1. Browse concept photos
Ever browsed through a stock photography site like iStockphoto, looking for the perfect picture, but you just couldn’t find anything that . . . you know . . . grabbed you?
Well, try doing the opposite. Look at concept photos before you write the post, and then let the photo inspire you.
On iStock, you can type “concept” or “[your subject] concept” into the search box, and it’ll give you a selection of photos that represent different ideas. This is exactly how I came up with the idea for my The Courage to Be Wrong post.
2. Write a letter to your internal editor
I got this one from one of my college professors, and it sounds really weird, but here’s the idea. As writers, we all have a voice inside our head telling us our work sucks. Normally, it’s just a nuisance, but sometimes the voice is so loud that it overpowers your creative flow, making it impossible for you to write.
In those cases, here’s what to do: instead of trying to ignore it, confront it. Write a letter to your internal editor and tell him (or her) how irritated you are, how he’s ruining your career, and to shut the hell up. Really let him have it. Oftentimes, it’ll shock the little bastard into silence, and you can get back to work.
3. Use a pattern interrupt
I once met a painter who said that, whenever he is feeling bored with his art, he pulls out a peacock feather, sticks it in his pants like a tail, and goes back to work. It’s so strange, so wrong, that it always gives him a fresh perspective on the painting.
Before you go looking for feathers though, let me tell you the secret: it’s a principle from neurolinguistic programming called a pattern interrupt. Whenever a thought process isn’t working for you, one of the best ways to get unstuck is to do something really strange.
Throw water in your face, scream at the top of your lungs, dance around naked. People might think you’re crazy, but hey, you’re a writer. You’re supposed to be crazy.
4. Take a hit of caffeine
I know, it’s bad for you. Over the long run, it also robs you of more energy than it gives you.
But if you’re propping your eyes open with toothpicks, and you have to get a post done or else, I’m the last person to condemn you for needing a little pick me up. All of my best posts here at Copyblogger were conceived under the influence of Mountain Dew, and I’m convinced it’s eloquence in a bottle.
If you need it, I say drink it. Caffeine may be bad, but it’s far, far better than your best ideas dying inside of you because you couldn’t stay awake in your chair. Just my opinion.
5. Get off your butt
Whenever you’re feeling stuck, the worst thing you can do is sit at the computer and try to grind it out.
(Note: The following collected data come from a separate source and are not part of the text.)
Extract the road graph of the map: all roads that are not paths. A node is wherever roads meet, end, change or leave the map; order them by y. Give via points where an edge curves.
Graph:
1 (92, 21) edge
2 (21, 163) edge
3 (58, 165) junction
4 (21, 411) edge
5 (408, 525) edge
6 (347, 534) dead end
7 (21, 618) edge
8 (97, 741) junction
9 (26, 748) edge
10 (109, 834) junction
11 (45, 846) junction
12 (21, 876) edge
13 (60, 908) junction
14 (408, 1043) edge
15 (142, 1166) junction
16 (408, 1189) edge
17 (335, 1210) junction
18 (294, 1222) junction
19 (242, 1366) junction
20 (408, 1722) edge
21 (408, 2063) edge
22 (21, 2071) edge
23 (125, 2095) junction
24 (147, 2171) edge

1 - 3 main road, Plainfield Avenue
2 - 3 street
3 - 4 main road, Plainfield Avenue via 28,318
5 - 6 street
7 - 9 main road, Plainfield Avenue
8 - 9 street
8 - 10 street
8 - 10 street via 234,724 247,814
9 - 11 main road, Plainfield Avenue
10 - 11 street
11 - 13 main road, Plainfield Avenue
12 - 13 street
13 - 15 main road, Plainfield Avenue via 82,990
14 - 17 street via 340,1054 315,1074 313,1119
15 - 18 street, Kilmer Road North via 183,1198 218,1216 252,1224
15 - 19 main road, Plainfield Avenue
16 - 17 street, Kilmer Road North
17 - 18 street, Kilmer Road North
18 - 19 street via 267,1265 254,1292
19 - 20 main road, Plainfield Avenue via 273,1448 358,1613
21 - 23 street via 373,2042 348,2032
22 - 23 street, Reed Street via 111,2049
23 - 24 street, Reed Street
You’re far, far better off getting up and walking around. Movement creates a sense of energy, and it can help you get your creative wheels turning when you just can’t figure out how you want to approach a post.
Personally, I find pacing in circles to be the most helpful because it requires no conscious thought, and I can concentrate on the problem at hand. Taking a walk can also work, especially if it’s a path you know well.
6. Unlock your unconscious mind
The longer I write, the more I realize it’s largely an unconscious process. You could be taking a shower, washing the dishes, sleeping — regardless of what it is, your mind is ticking away in the background, figuring out what to say and how to say it.
Sometimes though, our minds are so cluttered that we can’t hear our intuition, and when that happens, writing is a struggle. The only way I know to solve it is to sit still and meditate, deliberately quieting your mind and doing your best to listen instead of think.
Many times, a fully developed idea will just pop into your head, and you’ll know exactly what to write and why.
7. Browse the archives
The next time you’re struggling for post ideas, try browsing through your blog archives for a few minutes, rereading old posts.
If you’re anything like me, you’ll always have a different perspective now than you did then, and the old posts will bug you because they are a little outdated. You’ll see points you should have made, metaphors you should’ve used, nuances you should have noticed. All of which make great fodder for follow-up posts.
8. Lecture an idiot
Sometimes, the best way to get inspired is to write a good, old-fashioned rant. In your mind, conjure an image of someone who said, did, or believes something idiotic, and then start writing what you would like to say to them.
Sure, it’ll be angry and condescending. Sure, you’ll probably go a little too far. Sure, you’ll need to edit it before publishing it to the world.
But who cares? Writing great prose has a lot less to do with mechanics than it does with figuring out how to get your blood boiling and then having the courage to put your passion into words.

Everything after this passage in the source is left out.